**TASK:** A copy is needed of each line in the records that has the word "Avenue".

*** MATERIAL PROVIDED

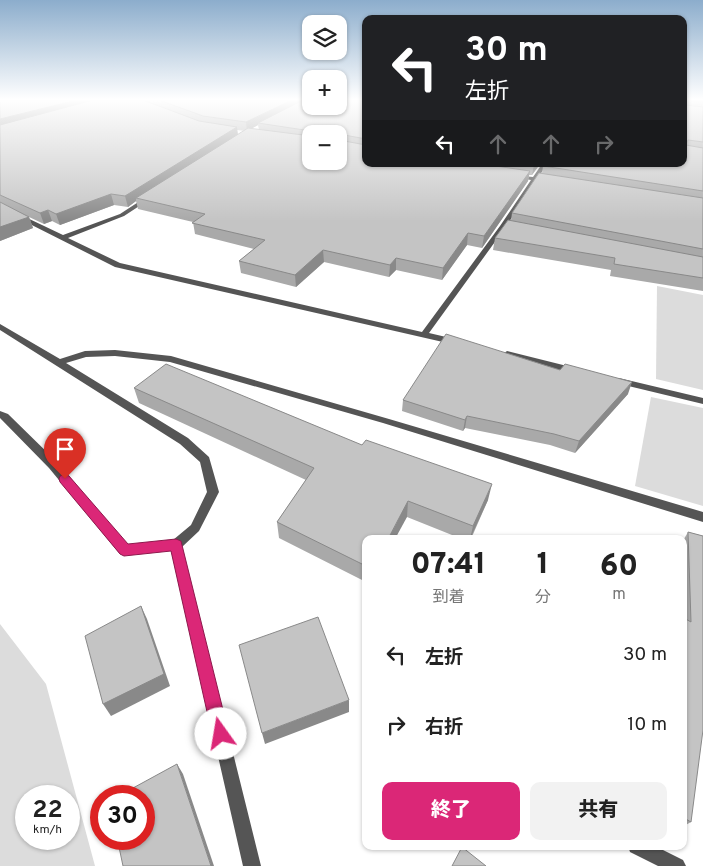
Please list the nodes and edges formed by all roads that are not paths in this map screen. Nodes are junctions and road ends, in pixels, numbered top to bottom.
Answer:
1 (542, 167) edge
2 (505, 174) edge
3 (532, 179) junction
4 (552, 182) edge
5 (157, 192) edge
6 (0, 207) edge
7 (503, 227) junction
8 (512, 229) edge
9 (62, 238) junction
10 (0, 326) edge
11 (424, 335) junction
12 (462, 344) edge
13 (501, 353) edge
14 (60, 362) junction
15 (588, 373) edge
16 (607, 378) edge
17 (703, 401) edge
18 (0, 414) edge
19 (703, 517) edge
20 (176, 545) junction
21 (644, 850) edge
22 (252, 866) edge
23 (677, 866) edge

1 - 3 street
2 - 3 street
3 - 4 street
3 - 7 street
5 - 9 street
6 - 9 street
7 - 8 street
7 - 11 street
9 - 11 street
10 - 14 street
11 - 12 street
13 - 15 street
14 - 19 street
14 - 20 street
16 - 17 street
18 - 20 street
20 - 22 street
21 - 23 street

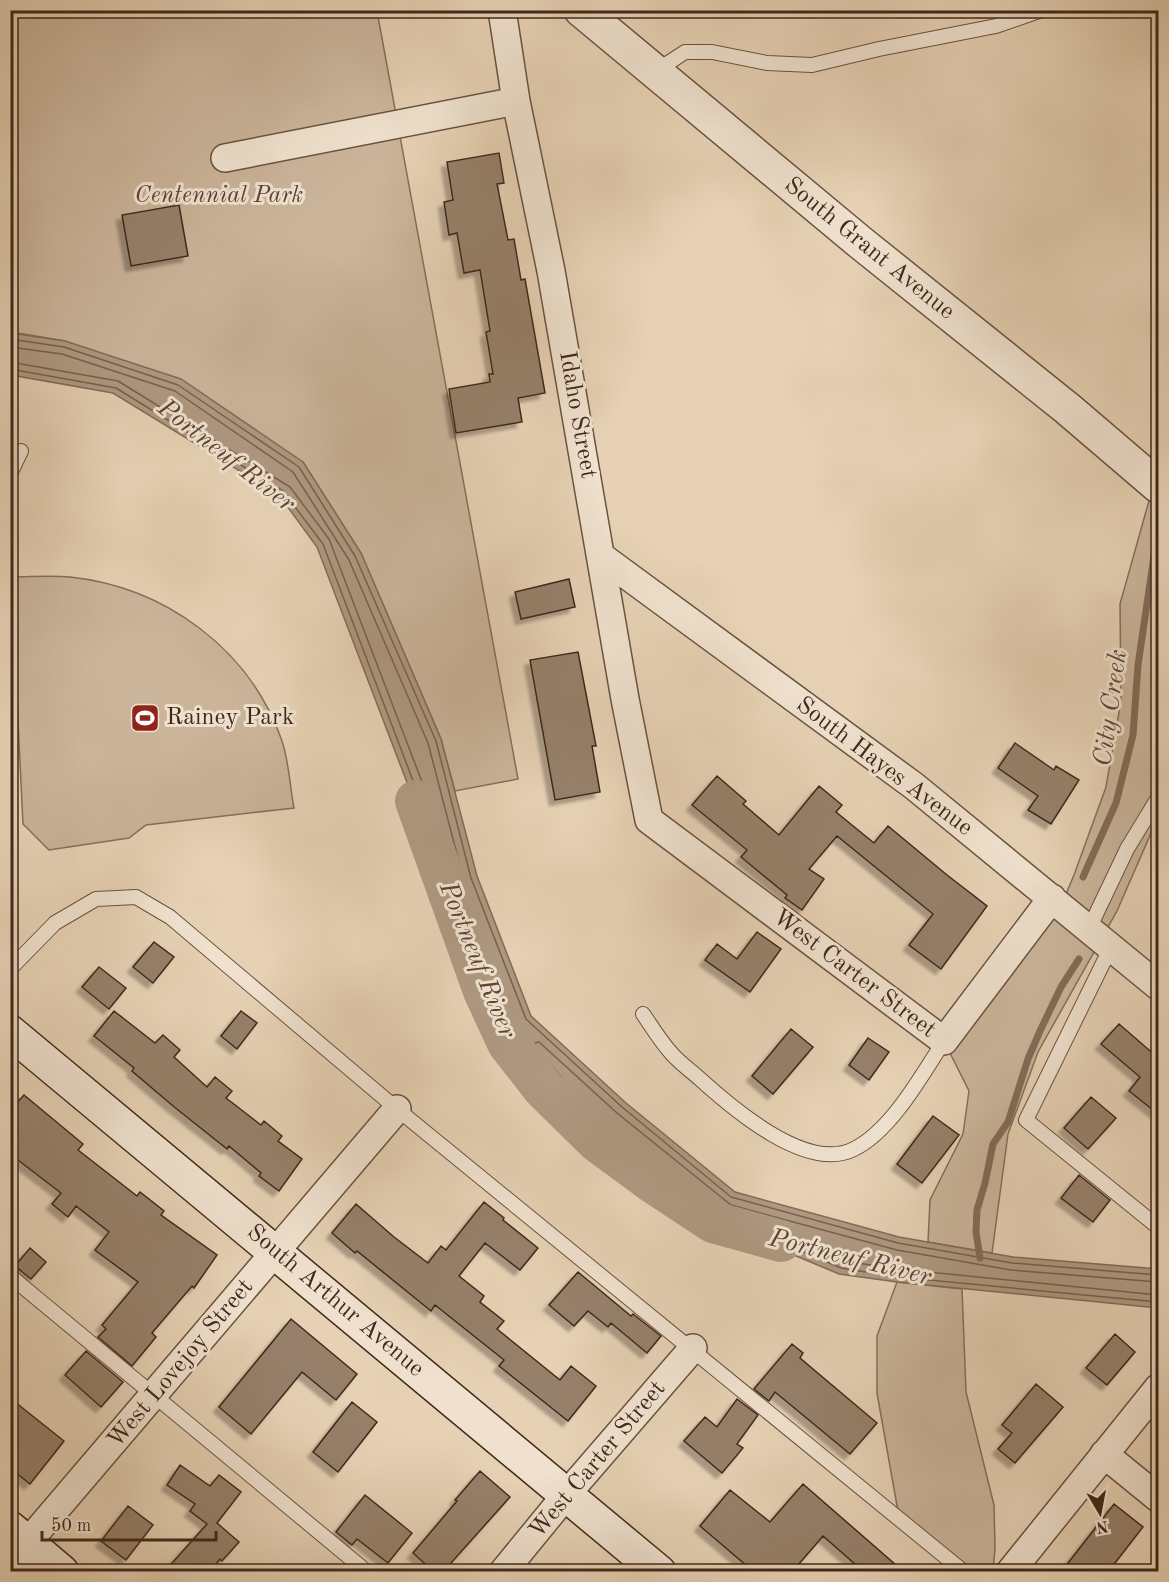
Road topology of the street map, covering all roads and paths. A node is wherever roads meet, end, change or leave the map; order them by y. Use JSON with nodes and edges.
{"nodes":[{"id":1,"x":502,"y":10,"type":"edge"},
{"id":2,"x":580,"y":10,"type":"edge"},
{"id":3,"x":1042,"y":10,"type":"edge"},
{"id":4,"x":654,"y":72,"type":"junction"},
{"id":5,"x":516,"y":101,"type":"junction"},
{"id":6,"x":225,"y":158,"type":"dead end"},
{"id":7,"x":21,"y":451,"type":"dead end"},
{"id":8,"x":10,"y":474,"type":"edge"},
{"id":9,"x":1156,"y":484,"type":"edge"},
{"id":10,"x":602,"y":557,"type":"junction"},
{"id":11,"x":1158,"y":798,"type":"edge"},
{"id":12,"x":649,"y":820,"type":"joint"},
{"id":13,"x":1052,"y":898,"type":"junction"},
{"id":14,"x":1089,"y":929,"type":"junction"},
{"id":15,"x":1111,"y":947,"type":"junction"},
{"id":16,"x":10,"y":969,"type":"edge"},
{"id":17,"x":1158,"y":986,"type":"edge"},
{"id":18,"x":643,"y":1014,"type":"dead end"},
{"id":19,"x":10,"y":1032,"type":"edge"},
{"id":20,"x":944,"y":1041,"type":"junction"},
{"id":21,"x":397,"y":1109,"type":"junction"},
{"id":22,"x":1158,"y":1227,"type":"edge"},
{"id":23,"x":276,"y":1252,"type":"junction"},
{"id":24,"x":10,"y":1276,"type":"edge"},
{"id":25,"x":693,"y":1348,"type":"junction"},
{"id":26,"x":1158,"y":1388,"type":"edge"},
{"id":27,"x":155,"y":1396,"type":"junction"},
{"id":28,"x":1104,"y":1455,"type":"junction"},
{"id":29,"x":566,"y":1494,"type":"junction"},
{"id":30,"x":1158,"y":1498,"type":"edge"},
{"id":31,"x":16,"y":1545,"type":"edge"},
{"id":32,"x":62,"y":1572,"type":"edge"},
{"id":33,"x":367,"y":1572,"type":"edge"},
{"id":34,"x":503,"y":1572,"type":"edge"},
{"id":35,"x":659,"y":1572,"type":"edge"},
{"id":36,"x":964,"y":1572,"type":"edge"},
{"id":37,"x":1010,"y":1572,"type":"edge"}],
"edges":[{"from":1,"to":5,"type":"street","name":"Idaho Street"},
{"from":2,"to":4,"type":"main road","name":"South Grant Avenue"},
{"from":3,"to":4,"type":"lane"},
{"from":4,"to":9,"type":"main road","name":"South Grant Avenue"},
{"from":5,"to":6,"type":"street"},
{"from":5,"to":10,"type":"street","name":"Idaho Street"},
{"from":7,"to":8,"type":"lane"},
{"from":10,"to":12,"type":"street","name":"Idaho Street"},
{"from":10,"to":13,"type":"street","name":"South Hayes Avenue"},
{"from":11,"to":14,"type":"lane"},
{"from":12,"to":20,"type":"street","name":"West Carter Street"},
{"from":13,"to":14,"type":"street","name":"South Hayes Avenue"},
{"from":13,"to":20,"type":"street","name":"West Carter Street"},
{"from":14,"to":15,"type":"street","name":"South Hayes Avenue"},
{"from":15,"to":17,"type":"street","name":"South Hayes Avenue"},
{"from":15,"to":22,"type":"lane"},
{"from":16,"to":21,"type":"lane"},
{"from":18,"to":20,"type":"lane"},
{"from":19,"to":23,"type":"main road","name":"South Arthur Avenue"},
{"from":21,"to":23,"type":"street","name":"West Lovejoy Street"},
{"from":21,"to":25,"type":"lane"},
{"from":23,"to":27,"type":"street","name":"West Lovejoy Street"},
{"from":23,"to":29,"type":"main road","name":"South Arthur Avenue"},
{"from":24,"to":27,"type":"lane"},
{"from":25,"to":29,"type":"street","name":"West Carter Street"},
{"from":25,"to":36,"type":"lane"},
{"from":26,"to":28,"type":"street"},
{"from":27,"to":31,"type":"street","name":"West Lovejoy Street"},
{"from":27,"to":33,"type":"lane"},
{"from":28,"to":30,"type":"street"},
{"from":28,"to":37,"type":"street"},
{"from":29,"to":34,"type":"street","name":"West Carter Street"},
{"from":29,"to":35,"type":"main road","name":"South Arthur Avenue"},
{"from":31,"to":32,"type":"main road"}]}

******

**EXPECTED ANSWER:**
{"from":2,"to":4,"type":"main road","name":"South Grant Avenue"},
{"from":4,"to":9,"type":"main road","name":"South Grant Avenue"},
{"from":10,"to":13,"type":"street","name":"South Hayes Avenue"},
{"from":13,"to":14,"type":"street","name":"South Hayes Avenue"},
{"from":14,"to":15,"type":"street","name":"South Hayes Avenue"},
{"from":15,"to":17,"type":"street","name":"South Hayes Avenue"},
{"from":19,"to":23,"type":"main road","name":"South Arthur Avenue"},
{"from":23,"to":29,"type":"main road","name":"South Arthur Avenue"},
{"from":29,"to":35,"type":"main road","name":"South Arthur Avenue"},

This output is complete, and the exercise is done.